Tomar la decisión de trabajar de manera independiente requiere mucha valentia y fortaleza, una situación crucial para la que nadie te prepara realmente. Hace cinco años, tenía un empleo estable y, en teoría, todo estaba bien. Sin embargo, con el tiempo, noté que la falta de meritocracia y oportunidades de crecimiento me llevaban a un callejón sin salida. Fue entonces cuando decidí tomar las riendas de mi camino profesional y aventurarme a un gran cambio personal.
Ser independiente es mucho más que ser tu propio jefe. Es enfrentarte a la inestabilidad financiera, aprender a negociar tus tarifas, construir una red de contactos desde cero y, sobre todo, mantenerte en constante evolución para seguir siendo competitivo.

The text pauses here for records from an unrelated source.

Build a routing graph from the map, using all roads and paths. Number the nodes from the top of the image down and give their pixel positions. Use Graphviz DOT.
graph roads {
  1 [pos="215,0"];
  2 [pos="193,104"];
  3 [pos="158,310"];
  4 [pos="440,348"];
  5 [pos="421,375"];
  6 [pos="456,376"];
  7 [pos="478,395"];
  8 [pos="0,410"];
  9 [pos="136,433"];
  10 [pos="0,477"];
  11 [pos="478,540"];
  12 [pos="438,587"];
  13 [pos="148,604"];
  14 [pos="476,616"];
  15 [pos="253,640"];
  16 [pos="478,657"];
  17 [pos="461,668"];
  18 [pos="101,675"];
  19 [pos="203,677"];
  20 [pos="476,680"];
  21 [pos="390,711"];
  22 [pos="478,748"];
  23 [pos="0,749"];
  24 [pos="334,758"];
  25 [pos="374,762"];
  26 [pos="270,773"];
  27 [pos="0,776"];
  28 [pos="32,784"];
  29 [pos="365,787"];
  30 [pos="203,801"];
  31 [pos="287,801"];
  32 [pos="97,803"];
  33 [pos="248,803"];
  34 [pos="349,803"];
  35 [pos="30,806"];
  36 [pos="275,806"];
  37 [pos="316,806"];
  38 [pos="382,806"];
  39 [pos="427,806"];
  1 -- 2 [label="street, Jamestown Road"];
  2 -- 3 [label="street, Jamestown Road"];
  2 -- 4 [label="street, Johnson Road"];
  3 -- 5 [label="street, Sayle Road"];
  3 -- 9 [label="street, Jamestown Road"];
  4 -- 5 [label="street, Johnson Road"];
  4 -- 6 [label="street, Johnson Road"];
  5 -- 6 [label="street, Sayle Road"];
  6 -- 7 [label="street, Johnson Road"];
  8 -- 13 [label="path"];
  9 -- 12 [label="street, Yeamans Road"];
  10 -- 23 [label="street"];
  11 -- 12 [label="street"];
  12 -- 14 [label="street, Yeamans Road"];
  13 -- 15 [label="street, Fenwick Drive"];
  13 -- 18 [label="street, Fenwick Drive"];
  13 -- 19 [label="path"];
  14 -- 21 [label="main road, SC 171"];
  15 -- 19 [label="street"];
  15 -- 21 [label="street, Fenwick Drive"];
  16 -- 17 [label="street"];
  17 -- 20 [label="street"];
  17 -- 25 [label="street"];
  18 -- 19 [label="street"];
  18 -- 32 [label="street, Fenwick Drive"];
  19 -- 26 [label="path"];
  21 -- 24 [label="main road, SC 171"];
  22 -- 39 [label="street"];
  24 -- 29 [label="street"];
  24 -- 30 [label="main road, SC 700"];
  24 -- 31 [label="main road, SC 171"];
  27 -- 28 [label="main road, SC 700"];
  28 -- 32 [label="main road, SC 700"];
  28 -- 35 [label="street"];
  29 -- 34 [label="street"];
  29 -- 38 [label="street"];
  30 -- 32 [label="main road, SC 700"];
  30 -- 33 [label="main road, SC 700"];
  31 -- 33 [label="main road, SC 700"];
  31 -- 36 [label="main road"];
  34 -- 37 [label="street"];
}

Pero si bien la independencia es un desafío para cualquiera, para las mujeres implica aún más barreras. En Perú, el 78% de las mujeres trabaja en la informalidad y, en promedio, ganamos un 27.8% menos que los hombres. La falta de acceso a oportunidades, redes de contacto y financiamiento sigue siendo una realidad que limita el crecimiento profesional femenino. Y aún así, seguimos avanzando.
🌍 Independizarse también es un acto de resistencia
La independencia profesional no solo es una decisión personal, sino una manera de desafiar un sistema que históricamente nos ha dejado fuera de espacios de poder y autonomía económica. En este camino, he aprendido que:
🔹 La Planificación es clave: Antes de lanzarte, asegúrate de tener un colchón financiero que te permita sostenerte en los primeros meses. Evita endeudarte sin estrategia de retorno.
🔹 El aprendizaje nunca se detiene: Las herramientas digitales, la inteligencia artificial y las nuevas tendencias son aliadas para destacarte en un mercado competitivo laboralmente.
🔹 La visibilidad importa: No basta con ser buena en lo que haces, es crucial que las personas adecuadas lo sepan. Construir relaciones, generar contenido y mantener una red de contactos te abrirá muchas puertas.
🔹 La resiliencia es fundamental: Habrá momentos difíciles, dudas e incertidumbre, pero cada obstáculo es una oportunidad para fortalecer tu camino para lograr tus metas.
A pesar de los desafíos, elegir la independencia ha sido una de las decisiones más enriquecedoras de mi vida. No hay un solo camino para el éxito, pero si estás considerando este paso, ten claro que con estrategia, disciplina y constancia, es posible construir una carrera a tu manera.
En este mes en el que conmemoramos la Lucha por los Derechos de la Mujer, quiero recordar que la independencia profesional también es una forma de abrir camino para nosotras mismas y para las que vienen detrás. Romper las barreras del mercado laboral y reclamar nuestro derecho a la autonomía económica es parte del cambio que necesitamos. La lucha por la equidad no se trata solo de reconocimiento, sino de acceso real a oportunidades que permitan a cada mujer construir su propio camino sin tener que justificarse ni pedir permiso. Romper esas barreras no es solo un acto de valentía individual, sino un paso necesario hacia un futuro más justo.